Over the past year, I have had the opportunity to hear two different Japanese architects speak about co-housing projects they designed. Putting the model of delivery aside which is a little unclear, what impressed me most about both projects were their intent to give back to their local economy in small yet impactful ways. The Japanese also have a great design sensibility for small space living. Here is a brief overview of each.
Apartment 2, Nish-Kasai, Tokyo by Komada Architects
Takeshi Komanda says he sees building in cities as building "small ponds". The metaphor of the small pond conjurs the image of cycles of flow and life - of activiation. The cohousing project named simply "Apartment 2" (2018) is on a small urban block of 284.69m2. The project provides 6 rental apartments, a co-working space, a communal rooftop and a street level bakery/cafe. The owners of the bakery live in one of the apartments. The project also provides a ground level space for cultural workshops.
Despite the small site area, the project creates a side alley which becomes a lively public space as locals come to buy and dine at the bakery/cafe. Really interesting to me is the use of a winding veranda like corridor that connects the four levels like a street.
"Housing with Small Economy" by naka Architects
Yuri Uno and Shiharu Naka say that alternative housing models are needed to meet the needs of residents and also give back to the local economy - by allowing local efforts to circulate locally. In their project named "Housing with small economy" (2014) they sought to build a housing project "open" to its local community.
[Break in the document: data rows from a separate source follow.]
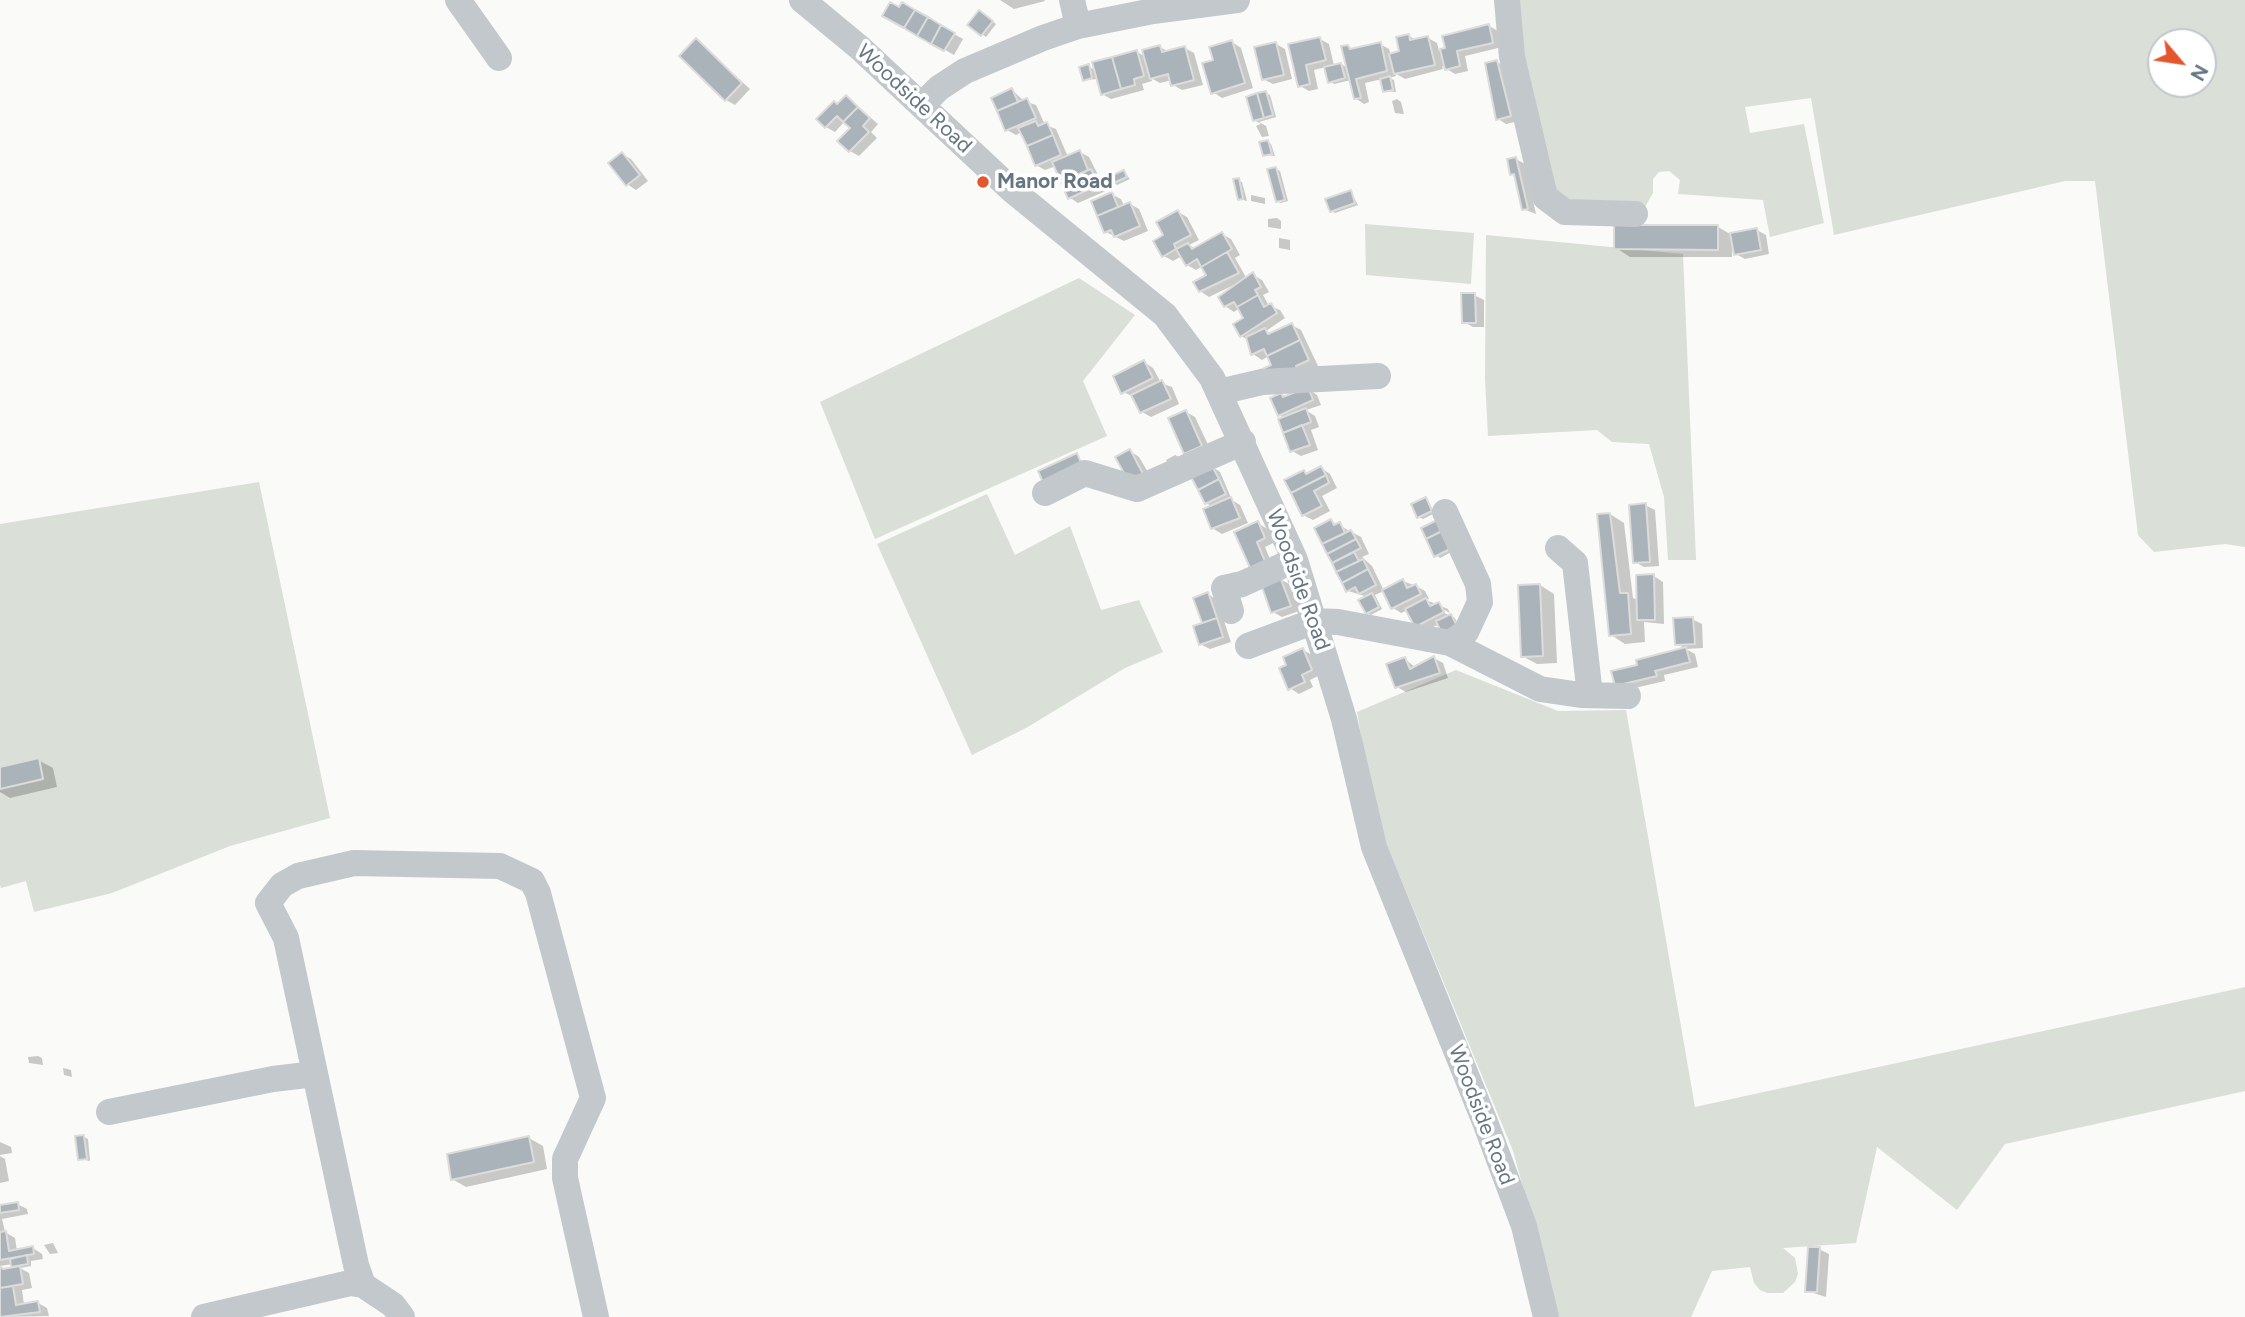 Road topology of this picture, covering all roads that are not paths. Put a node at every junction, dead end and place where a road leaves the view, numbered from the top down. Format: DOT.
graph roads {
  1 [pos="458,0"];
  2 [pos="803,0"];
  3 [pos="1072,0"];
  4 [pos="1237,0"];
  5 [pos="1507,0"];
  6 [pos="1078,26"];
  7 [pos="499,58"];
  8 [pos="922,105"];
  9 [pos="1635,214"];
  10 [pos="1378,376"];
  11 [pos="1219,392"];
  12 [pos="1243,443"];
  13 [pos="1045,493"];
  14 [pos="1445,512"];
  15 [pos="1558,548"];
  16 [pos="1295,561"];
  17 [pos="1231,611"];
  18 [pos="1315,621"];
  19 [pos="1450,643"];
  20 [pos="1248,646"];
  21 [pos="1590,695"];
  22 [pos="1628,696"];
  23 [pos="315,1074"];
  24 [pos="109,1112"];
  25 [pos="363,1285"];
  26 [pos="204,1317"];
  27 [pos="402,1317"];
  28 [pos="596,1317"];
  29 [pos="1546,1317"];
  1 -- 7 [label="street"];
  2 -- 8 [label="street, Woodside Road"];
  3 -- 6 [label="street"];
  4 -- 6 [label="street"];
  5 -- 9 [label="street"];
  6 -- 8 [label="street"];
  8 -- 11 [label="street, Woodside Road"];
  10 -- 11 [label="street"];
  11 -- 12 [label="street, Woodside Road"];
  12 -- 13 [label="street"];
  12 -- 16 [label="street, Woodside Road"];
  14 -- 19 [label="street"];
  15 -- 21 [label="street"];
  16 -- 17 [label="street"];
  16 -- 18 [label="street, Woodside Road"];
  18 -- 19 [label="street"];
  18 -- 20 [label="street"];
  18 -- 29 [label="street, Woodside Road"];
  19 -- 21 [label="street"];
  21 -- 22 [label="street"];
  23 -- 24 [label="street"];
  23 -- 25 [label="street"];
  23 -- 28 [label="street"];
  25 -- 26 [label="street"];
  25 -- 27 [label="street"];
}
On a very small corner site, the mixed use project provided a small street level resturant, 5 SOHO apartments over three levels, a co-sharing office/studio space and a "Roji" (communal alley up through the building linking the uses).
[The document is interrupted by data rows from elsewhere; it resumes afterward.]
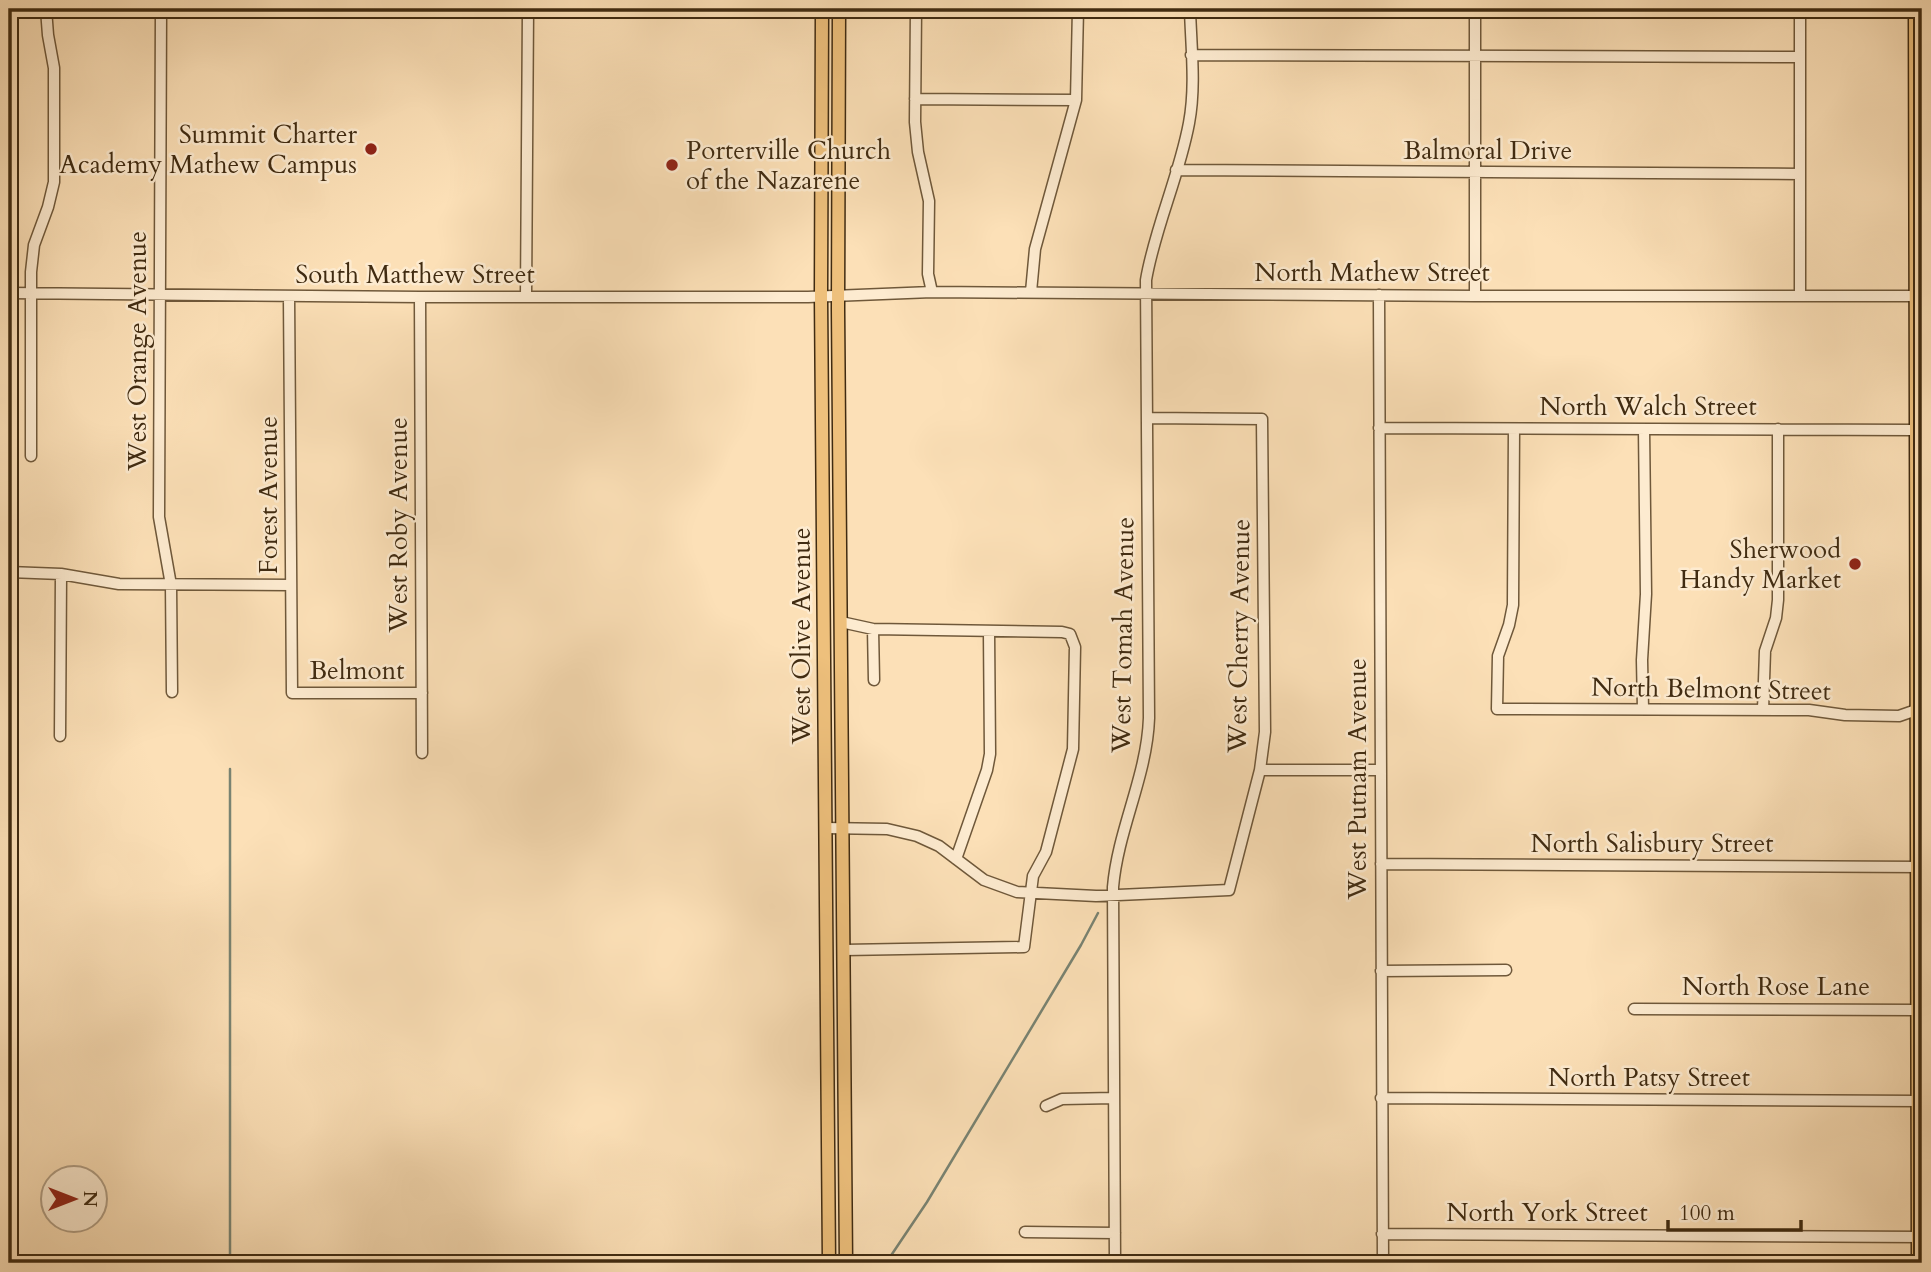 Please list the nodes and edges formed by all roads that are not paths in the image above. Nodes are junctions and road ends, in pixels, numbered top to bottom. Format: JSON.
{"nodes":[{"id":1,"x":46,"y":9,"type":"edge"},
{"id":2,"x":161,"y":9,"type":"edge"},
{"id":3,"x":528,"y":9,"type":"edge"},
{"id":4,"x":822,"y":9,"type":"edge"},
{"id":5,"x":839,"y":9,"type":"edge"},
{"id":6,"x":916,"y":9,"type":"edge"},
{"id":7,"x":1078,"y":9,"type":"edge"},
{"id":8,"x":1191,"y":9,"type":"edge"},
{"id":9,"x":1475,"y":9,"type":"edge"},
{"id":10,"x":1800,"y":9,"type":"edge"},
{"id":11,"x":1915,"y":9,"type":"edge"},
{"id":12,"x":1191,"y":55,"type":"junction"},
{"id":13,"x":1475,"y":57,"type":"junction"},
{"id":14,"x":1800,"y":57,"type":"junction"},
{"id":15,"x":915,"y":99,"type":"junction"},
{"id":16,"x":1076,"y":100,"type":"junction"},
{"id":17,"x":1176,"y":170,"type":"junction"},
{"id":18,"x":1475,"y":172,"type":"junction"},
{"id":19,"x":1800,"y":173,"type":"junction"},
{"id":20,"x":932,"y":292,"type":"junction"},
{"id":21,"x":1031,"y":292,"type":"junction"},
{"id":22,"x":9,"y":293,"type":"edge"},
{"id":23,"x":29,"y":293,"type":"junction"},
{"id":24,"x":160,"y":294,"type":"junction"},
{"id":25,"x":1146,"y":294,"type":"junction"},
{"id":26,"x":1379,"y":295,"type":"junction"},
{"id":27,"x":289,"y":296,"type":"junction"},
{"id":28,"x":838,"y":296,"type":"junction"},
{"id":29,"x":1475,"y":296,"type":"junction"},
{"id":30,"x":1800,"y":296,"type":"junction"},
{"id":31,"x":1919,"y":296,"type":"edge"},
{"id":32,"x":420,"y":297,"type":"junction"},
{"id":33,"x":526,"y":297,"type":"junction"},
{"id":34,"x":821,"y":297,"type":"junction"},
{"id":35,"x":1147,"y":418,"type":"junction"},
{"id":36,"x":1379,"y":428,"type":"junction"},
{"id":37,"x":1514,"y":429,"type":"junction"},
{"id":38,"x":1644,"y":429,"type":"junction"},
{"id":39,"x":1778,"y":429,"type":"junction"},
{"id":40,"x":1916,"y":430,"type":"junction"},
{"id":41,"x":31,"y":456,"type":"dead end"},
{"id":42,"x":9,"y":572,"type":"edge"},
{"id":43,"x":61,"y":574,"type":"junction"},
{"id":44,"x":171,"y":585,"type":"junction"},
{"id":45,"x":291,"y":585,"type":"junction"},
{"id":46,"x":841,"y":622,"type":"junction"},
{"id":47,"x":873,"y":629,"type":"junction"},
{"id":48,"x":989,"y":631,"type":"junction"},
{"id":49,"x":874,"y":680,"type":"dead end"},
{"id":50,"x":172,"y":692,"type":"dead end"},
{"id":51,"x":422,"y":693,"type":"junction"},
{"id":52,"x":292,"y":694,"type":"joint"},
{"id":53,"x":1643,"y":709,"type":"junction"},
{"id":54,"x":1920,"y":709,"type":"edge"},
{"id":55,"x":1763,"y":710,"type":"junction"},
{"id":56,"x":60,"y":736,"type":"dead end"},
{"id":57,"x":422,"y":753,"type":"dead end"},
{"id":58,"x":1260,"y":770,"type":"junction"},
{"id":59,"x":1380,"y":770,"type":"junction"},
{"id":60,"x":825,"y":828,"type":"junction"},
{"id":61,"x":843,"y":829,"type":"junction"},
{"id":62,"x":956,"y":859,"type":"junction"},
{"id":63,"x":1381,"y":864,"type":"junction"},
{"id":64,"x":1920,"y":867,"type":"edge"},
{"id":65,"x":1030,"y":894,"type":"junction"},
{"id":66,"x":1113,"y":894,"type":"junction"},
{"id":67,"x":844,"y":950,"type":"junction"},
{"id":68,"x":1506,"y":970,"type":"dead end"},
{"id":69,"x":1381,"y":971,"type":"junction"},
{"id":70,"x":1634,"y":1009,"type":"dead end"},
{"id":71,"x":1918,"y":1010,"type":"junction"},
{"id":72,"x":1114,"y":1098,"type":"junction"},
{"id":73,"x":1381,"y":1098,"type":"junction"},
{"id":74,"x":1918,"y":1101,"type":"junction"},
{"id":75,"x":1046,"y":1106,"type":"dead end"},
{"id":76,"x":1025,"y":1232,"type":"dead end"},
{"id":77,"x":1115,"y":1233,"type":"junction"},
{"id":78,"x":1382,"y":1234,"type":"junction"},
{"id":79,"x":1920,"y":1237,"type":"edge"},
{"id":80,"x":829,"y":1263,"type":"edge"},
{"id":81,"x":846,"y":1263,"type":"edge"},
{"id":82,"x":1115,"y":1263,"type":"edge"},
{"id":83,"x":1383,"y":1263,"type":"edge"},
{"id":84,"x":1918,"y":1263,"type":"edge"}],
"edges":[{"from":1,"to":23,"type":"street"},
{"from":2,"to":24,"type":"street","name":"West Orange Avenue"},
{"from":3,"to":33,"type":"street"},
{"from":4,"to":34,"type":"main road","name":"West Olive Avenue"},
{"from":5,"to":28,"type":"main road","name":"West Olive Avenue"},
{"from":6,"to":15,"type":"street"},
{"from":7,"to":16,"type":"street"},
{"from":8,"to":12,"type":"street","name":"West Tomah Avenue"},
{"from":9,"to":13,"type":"street"},
{"from":10,"to":14,"type":"street"},
{"from":11,"to":31,"type":"main road"},
{"from":12,"to":13,"type":"street"},
{"from":12,"to":17,"type":"street","name":"West Tomah Avenue"},
{"from":13,"to":14,"type":"street"},
{"from":13,"to":18,"type":"street"},
{"from":14,"to":19,"type":"street"},
{"from":15,"to":16,"type":"street"},
{"from":15,"to":20,"type":"street"},
{"from":16,"to":21,"type":"street"},
{"from":17,"to":18,"type":"street","name":"Balmoral Drive"},
{"from":17,"to":25,"type":"street","name":"West Tomah Avenue"},
{"from":18,"to":19,"type":"street","name":"Balmoral Drive"},
{"from":18,"to":29,"type":"street"},
{"from":19,"to":30,"type":"street"},
{"from":20,"to":21,"type":"street","name":"North Mathew Street"},
{"from":20,"to":28,"type":"street","name":"North Mathew Street"},
{"from":21,"to":25,"type":"street","name":"North Mathew Street"},
{"from":22,"to":23,"type":"street","name":"South Matthew Street"},
{"from":23,"to":24,"type":"street","name":"South Matthew Street"},
{"from":23,"to":41,"type":"street"},
{"from":24,"to":27,"type":"street","name":"South Matthew Street"},
{"from":24,"to":44,"type":"street","name":"West Orange Avenue"},
{"from":25,"to":26,"type":"street","name":"North Mathew Street"},
{"from":25,"to":35,"type":"street","name":"West Tomah Avenue"},
{"from":26,"to":29,"type":"street","name":"North Mathew Street"},
{"from":26,"to":36,"type":"street","name":"West Putnam Avenue"},
{"from":27,"to":32,"type":"street","name":"South Matthew Street"},
{"from":27,"to":45,"type":"street","name":"Forest Avenue"},
{"from":28,"to":34,"type":"street","name":"North Mathew Street"},
{"from":28,"to":46,"type":"main road","name":"West Olive Avenue"},
{"from":29,"to":30,"type":"street","name":"North Mathew Street"},
{"from":30,"to":31,"type":"street","name":"North Mathew Street"},
{"from":31,"to":40,"type":"main road"},
{"from":32,"to":33,"type":"street","name":"South Matthew Street"},
{"from":32,"to":51,"type":"street","name":"West Roby Avenue"},
{"from":33,"to":34,"type":"street","name":"South Matthew Street"},
{"from":34,"to":60,"type":"main road","name":"West Olive Avenue"},
{"from":35,"to":58,"type":"street","name":"West Cherry Avenue"},
{"from":35,"to":66,"type":"street","name":"West Tomah Avenue"},
{"from":36,"to":37,"type":"street","name":"North Walch Street"},
{"from":36,"to":59,"type":"street","name":"West Putnam Avenue"},
{"from":37,"to":38,"type":"street","name":"North Walch Street"},
{"from":37,"to":53,"type":"street","name":"North Belmont Street"},
{"from":38,"to":39,"type":"street","name":"North Walch Street"},
{"from":38,"to":53,"type":"street"},
{"from":39,"to":40,"type":"street","name":"North Walch Street"},
{"from":39,"to":55,"type":"street"},
{"from":40,"to":54,"type":"main road"},
{"from":42,"to":43,"type":"street"},
{"from":43,"to":44,"type":"street"},
{"from":43,"to":56,"type":"street"},
{"from":44,"to":45,"type":"street"},
{"from":44,"to":50,"type":"street","name":"West Orange Avenue"},
{"from":45,"to":52,"type":"street","name":"Forest Avenue"},
{"from":46,"to":47,"type":"street"},
{"from":46,"to":61,"type":"main road","name":"West Olive Avenue"},
{"from":47,"to":48,"type":"street"},
{"from":47,"to":49,"type":"street"},
{"from":48,"to":62,"type":"street"},
{"from":48,"to":65,"type":"street"},
{"from":51,"to":52,"type":"street","name":"Belmont"},
{"from":51,"to":57,"type":"street","name":"West Roby Avenue"},
{"from":53,"to":55,"type":"street","name":"North Belmont Street"},
{"from":54,"to":55,"type":"street","name":"North Belmont Street"},
{"from":54,"to":64,"type":"main road"},
{"from":58,"to":59,"type":"street"},
{"from":58,"to":66,"type":"street","name":"West Cherry Avenue"},
{"from":59,"to":63,"type":"street","name":"West Putnam Avenue"},
{"from":60,"to":61,"type":"street"},
{"from":60,"to":80,"type":"main road","name":"West Olive Avenue"},
{"from":61,"to":62,"type":"street"},
{"from":61,"to":67,"type":"main road","name":"West Olive Avenue"},
{"from":62,"to":65,"type":"street"},
{"from":63,"to":64,"type":"street","name":"North Salisbury Street"},
{"from":63,"to":69,"type":"street","name":"West Putnam Avenue"},
{"from":64,"to":71,"type":"main road"},
{"from":65,"to":66,"type":"street"},
{"from":65,"to":67,"type":"street"},
{"from":66,"to":72,"type":"street","name":"West Tomah Avenue"},
{"from":67,"to":81,"type":"main road","name":"West Olive Avenue"},
{"from":68,"to":69,"type":"street"},
{"from":69,"to":73,"type":"street","name":"West Putnam Avenue"},
{"from":70,"to":71,"type":"street","name":"North Rose Lane"},
{"from":71,"to":74,"type":"main road"},
{"from":72,"to":75,"type":"street"},
{"from":72,"to":77,"type":"street","name":"West Tomah Avenue"},
{"from":73,"to":74,"type":"street","name":"North Patsy Street"},
{"from":73,"to":78,"type":"street","name":"West Putnam Avenue"},
{"from":74,"to":79,"type":"main road"},
{"from":76,"to":77,"type":"street"},
{"from":77,"to":82,"type":"street","name":"West Tomah Avenue"},
{"from":78,"to":79,"type":"street","name":"North York Street"},
{"from":78,"to":83,"type":"street","name":"West Putnam Avenue"},
{"from":79,"to":84,"type":"main road"}]}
No matter how small a co-housing project is, the building group can set an intention from the beginning to contribute to the local community and economy wherein it is located. To restate the metaphor: "building a pond that will attract local life within its surroundings". Both projects do this by creating: (1) a commercial space for a local business, (2) adding to the public domain, (3) providing co-working space that can be accessed by others in the community as well as residents, and (4) designing small dwellings with beauty.